**Problem description**.
A single figure is the whole answer: the number of lines in the entries that contain "hand".

-- Material for this exercise follows --

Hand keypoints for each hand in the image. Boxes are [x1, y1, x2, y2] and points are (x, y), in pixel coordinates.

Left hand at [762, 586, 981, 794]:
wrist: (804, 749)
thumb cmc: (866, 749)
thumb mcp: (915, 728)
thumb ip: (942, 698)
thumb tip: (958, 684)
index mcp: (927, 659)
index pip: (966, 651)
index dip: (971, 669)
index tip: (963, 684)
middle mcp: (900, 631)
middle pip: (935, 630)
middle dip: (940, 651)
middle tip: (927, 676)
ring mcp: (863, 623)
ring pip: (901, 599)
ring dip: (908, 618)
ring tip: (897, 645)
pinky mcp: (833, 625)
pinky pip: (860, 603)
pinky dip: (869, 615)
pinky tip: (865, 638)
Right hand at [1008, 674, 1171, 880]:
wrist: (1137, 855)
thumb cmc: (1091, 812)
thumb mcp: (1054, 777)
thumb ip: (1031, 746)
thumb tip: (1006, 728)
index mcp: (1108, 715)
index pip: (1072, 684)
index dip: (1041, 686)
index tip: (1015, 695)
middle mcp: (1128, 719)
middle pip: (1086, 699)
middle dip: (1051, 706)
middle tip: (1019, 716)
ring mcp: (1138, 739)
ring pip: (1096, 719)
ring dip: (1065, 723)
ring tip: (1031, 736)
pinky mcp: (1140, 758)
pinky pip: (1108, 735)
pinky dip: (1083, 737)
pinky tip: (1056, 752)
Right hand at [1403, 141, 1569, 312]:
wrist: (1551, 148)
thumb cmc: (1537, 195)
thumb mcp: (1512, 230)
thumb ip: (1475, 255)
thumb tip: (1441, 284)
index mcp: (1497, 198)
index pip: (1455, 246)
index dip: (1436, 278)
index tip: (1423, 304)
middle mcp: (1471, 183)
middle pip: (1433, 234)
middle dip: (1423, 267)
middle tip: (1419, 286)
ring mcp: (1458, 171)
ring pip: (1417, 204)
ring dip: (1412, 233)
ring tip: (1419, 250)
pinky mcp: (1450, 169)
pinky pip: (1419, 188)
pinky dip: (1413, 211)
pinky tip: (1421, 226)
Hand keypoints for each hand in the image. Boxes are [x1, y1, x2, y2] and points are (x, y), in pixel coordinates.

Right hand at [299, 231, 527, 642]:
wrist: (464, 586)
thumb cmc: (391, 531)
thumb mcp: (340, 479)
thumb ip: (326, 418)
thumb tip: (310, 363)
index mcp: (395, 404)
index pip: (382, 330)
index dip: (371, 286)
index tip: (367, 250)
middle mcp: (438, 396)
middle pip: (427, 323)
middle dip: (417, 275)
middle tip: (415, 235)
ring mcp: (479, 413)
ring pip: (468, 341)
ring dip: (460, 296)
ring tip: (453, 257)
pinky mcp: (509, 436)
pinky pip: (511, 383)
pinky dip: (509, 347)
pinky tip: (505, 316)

-- Material for this exercise concluded --

**Answer for the task**.
6